The Dane has to reach the quarter-finals here to stave off an insurrection and, to get there, she has to beat Jelena Jankovic . The world No13's match against the American prospect Christina McHale was moved to Rod Laver Arena at the last minute, but did not live up to its centre court billing as she cruised to a 6-2, 6-0 win in an hour and 19 minutes.
Wozniacki might have been dethroned already had Azarenka not faltered against Li Na in Sydney but, as the incumbent, she is progressing through this field smoothly enough and made short work of a tricky assignment against the Romanian Monica Niculescu in the third round .
"She got a lot of balls back," Wozniacki said after beating the 31st seed 6-2, 6-2 in an hour and 16 minutes. "With her slice forehand, it was tough to finish out the point sometimes. But I felt like I was in control."
Was she anxious about the prospect of losing her No1 status – particularly as she has yet to win a slam title? "To be honest, I've proven myself for the last two years," she said. "I've finished No1 twice in a row. For me, the most important thing is to keep improving. If I do that, I know I can play on a very high level. If you win matches in tournaments, then the ranking will be there automatically."
What she cannot control is the destiny of her rivals – and Azarenka looks in menacing form. She shelled Mona Barthel with tough, crisp ground strokes on Friday, against a backdrop of that awful screech, and, after an hour and 28 minutes moved on with a 6-2, 6-4 win to go with her earlier easy workouts, which began with her 67-minute dismissal of Britain's Heather Watson on day one.

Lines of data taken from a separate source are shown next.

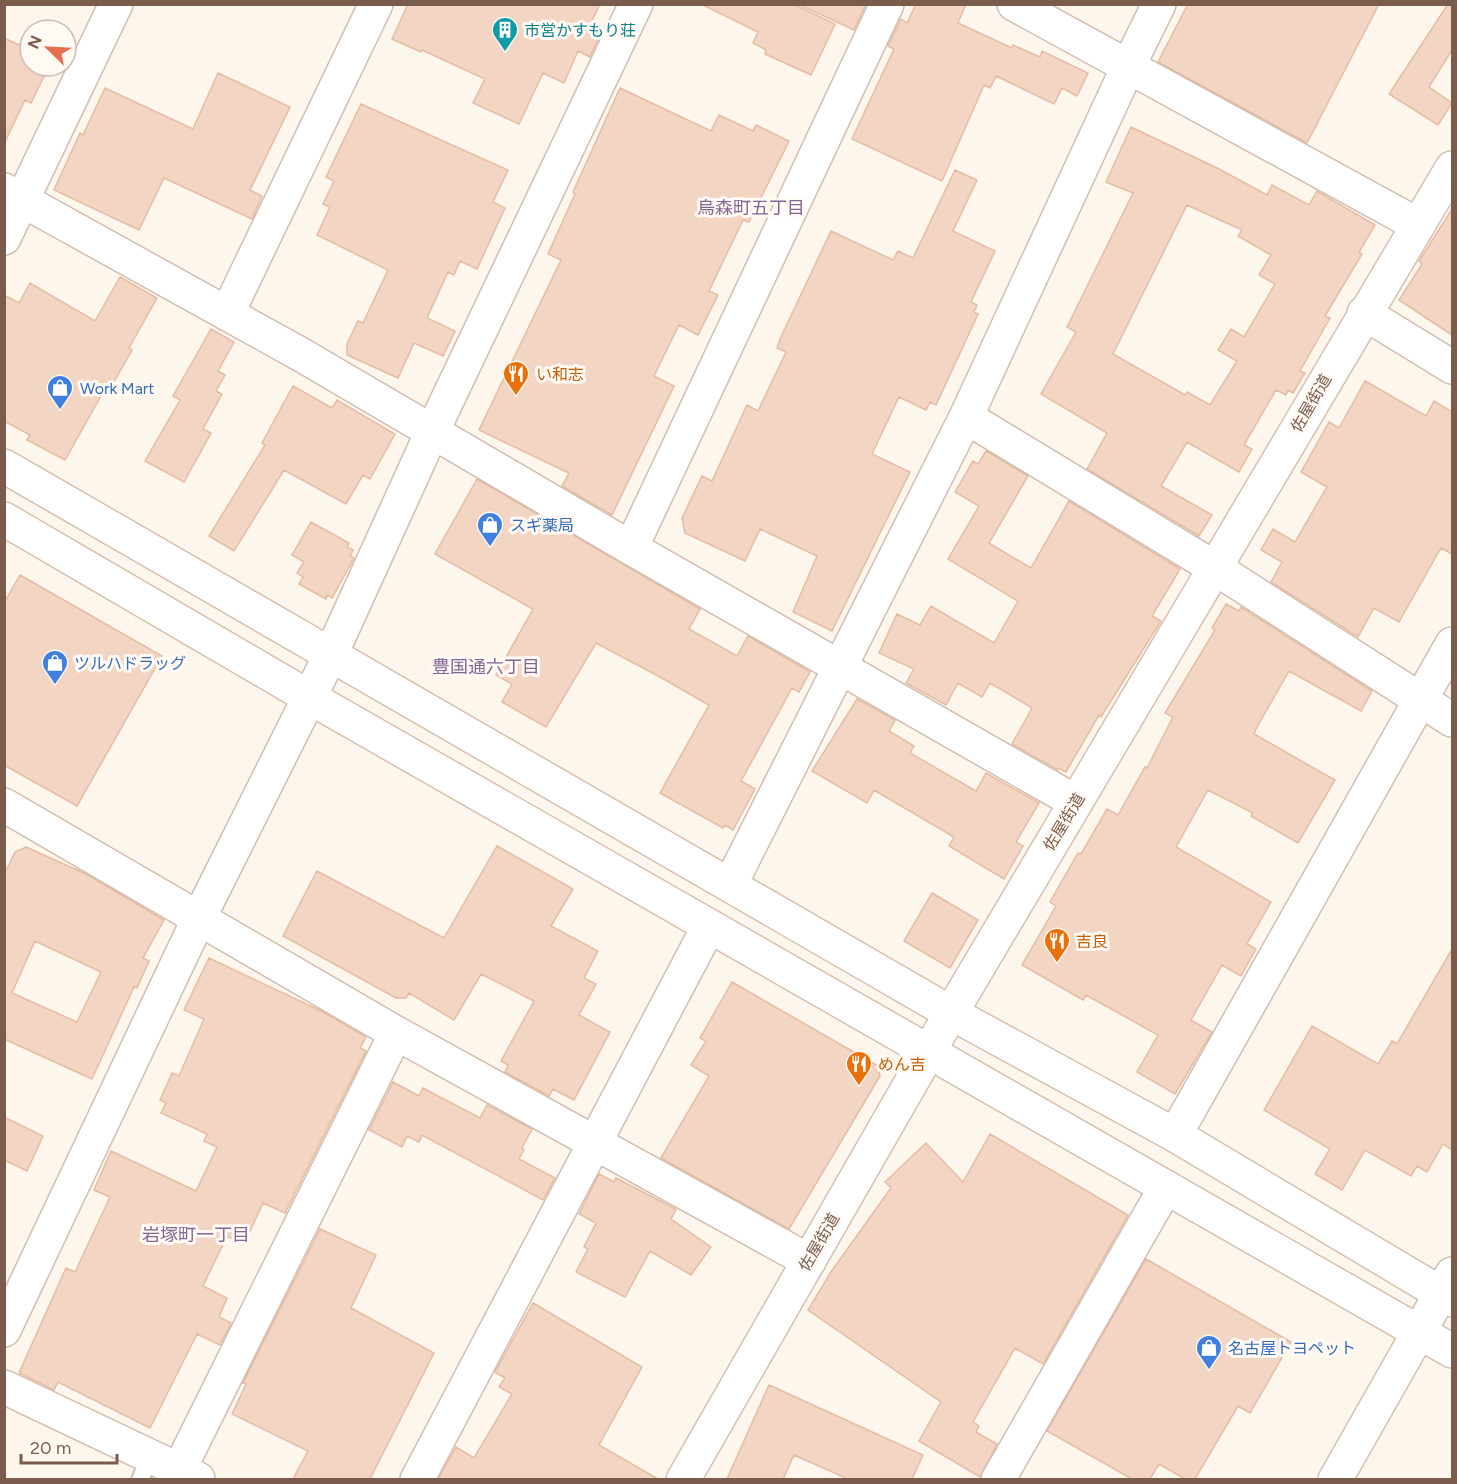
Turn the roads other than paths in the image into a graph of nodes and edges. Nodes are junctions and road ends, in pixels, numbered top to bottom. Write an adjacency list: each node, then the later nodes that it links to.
1 (117, 4): 9 (street)
2 (376, 4): 13 (street)
3 (636, 4): 16 (street)
4 (887, 4): 19 (street)
5 (1014, 4): 7 (street)
6 (1160, 4): 7 (street)
7 (1128, 67): 10 (street); 15 (street)
8 (1452, 168): 10 (street, 佐屋街道)
9 (13, 195): 11 (street); 13 (street)
10 (1418, 225): 12 (street, 佐屋街道)
11 (4, 238)
12 (1364, 313): 14 (street); 20 (street, 佐屋街道)
13 (227, 314): 16 (street)
14 (1452, 367)
15 (966, 417): 20 (street); 23 (street)
16 (432, 432): 19 (street); 22 (street)
17 (4, 466): 22 (street)
18 (4, 519): 24 (street)
19 (631, 548): 23 (street)
20 (1215, 568): 25 (street); 27 (street, 佐屋街道)
21 (1452, 644): 25 (street)
22 (331, 654): 24 (street); 29 (street)
23 (842, 667): 27 (street); 29 (street)
24 (309, 697): 30 (street); 31 (street)
25 (1420, 700): 26 (street); 35 (street)
26 (1452, 720)
27 (1076, 802): 32 (street, 佐屋街道)
28 (4, 805): 30 (street)
29 (730, 885): 32 (street)
30 (199, 918): 33 (street); 40 (street)
31 (709, 926): 34 (street); 36 (street)
32 (951, 1013): 34 (street, 佐屋街道); 35 (street)
33 (396, 1032): 36 (street); 45 (street)
34 (929, 1051): 37 (street); 38 (street, 佐屋街道)
35 (1175, 1135): 39 (street)
36 (594, 1140): 38 (street); 46 (street)
37 (1166, 1187): 41 (street); 48 (street)
38 (809, 1261): 47 (street, 佐屋街道)
39 (1449, 1289): 41 (street)
40 (4, 1330)
41 (1419, 1332): 42 (street); 49 (street)
42 (1452, 1351)
43 (4, 1387): 44 (street)
44 (145, 1468): 45 (street)
45 (189, 1475)
46 (417, 1479)
47 (683, 1479)
48 (998, 1479)
49 (1335, 1479)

On Wednesday she blew away the Australian wildcard Casey Dellacqua, again giving up a single game, but had to endure the cruel mimicry of the crowd. Did she hear it, and did it bother her? "I'm not deaf," she said. "I have no problem with that at all. I knew it's gonna happen. They wanted her to win bad. I respect the crowd, whatever they do. I try to just be focused on my game."
However, the lukewarm reception she got after winning suggested the enmity is gathering. While Azarenka might not the most popular player here this fortnight, she is one of the best. This could be her time. "The main difference is I am much stronger physically [than a year ago]," she said. "I feel I'm on a little bit a roll right now. But it's still a long way."

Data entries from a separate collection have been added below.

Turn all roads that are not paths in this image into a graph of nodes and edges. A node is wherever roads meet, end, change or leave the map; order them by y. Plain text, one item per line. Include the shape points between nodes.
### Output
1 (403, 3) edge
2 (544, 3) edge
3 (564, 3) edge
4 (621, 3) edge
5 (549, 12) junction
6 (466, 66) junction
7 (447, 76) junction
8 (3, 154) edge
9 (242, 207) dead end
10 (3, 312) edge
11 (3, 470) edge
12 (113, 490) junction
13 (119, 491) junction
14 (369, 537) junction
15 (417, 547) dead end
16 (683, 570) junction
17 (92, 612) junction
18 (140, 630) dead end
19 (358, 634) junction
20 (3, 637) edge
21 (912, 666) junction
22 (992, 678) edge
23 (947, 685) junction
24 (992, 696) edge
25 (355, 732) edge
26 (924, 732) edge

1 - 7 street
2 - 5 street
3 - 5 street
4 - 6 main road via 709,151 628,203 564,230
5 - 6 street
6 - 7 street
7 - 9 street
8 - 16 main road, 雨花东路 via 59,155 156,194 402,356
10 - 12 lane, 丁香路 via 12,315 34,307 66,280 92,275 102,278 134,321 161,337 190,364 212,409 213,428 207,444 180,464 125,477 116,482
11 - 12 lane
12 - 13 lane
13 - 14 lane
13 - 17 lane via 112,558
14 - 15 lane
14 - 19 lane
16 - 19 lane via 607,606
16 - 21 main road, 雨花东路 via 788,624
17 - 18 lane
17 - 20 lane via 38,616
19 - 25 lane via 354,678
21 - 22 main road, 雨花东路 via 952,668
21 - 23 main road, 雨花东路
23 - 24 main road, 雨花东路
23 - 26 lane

The first week of the women's singles is a bit of a phoney war. Shots are fired but not a lot of serious damage is done. There are those who do not regard these as mismatches. Such wide-eyed charity is touching.
Azarenka next plays the Czech Iveta Benesova, who looked solid disposing of the Russian qualifier Nina Bratchikova 6-1, 6-3 in an hour and 10 minutes. "She's a very tricky opponent," Azarenka said. "You don't know what to expect with her. Sometimes she goes for her shots; sometimes she misses her shots."
Not the deepest analysis of the art of an opponent's game, but accurate enough. Benesova, who generally stays stuck to the baseline, like the rest of her generation, came to the net four times, but each one paid a dividend. Her judgment and temperament seem in good order.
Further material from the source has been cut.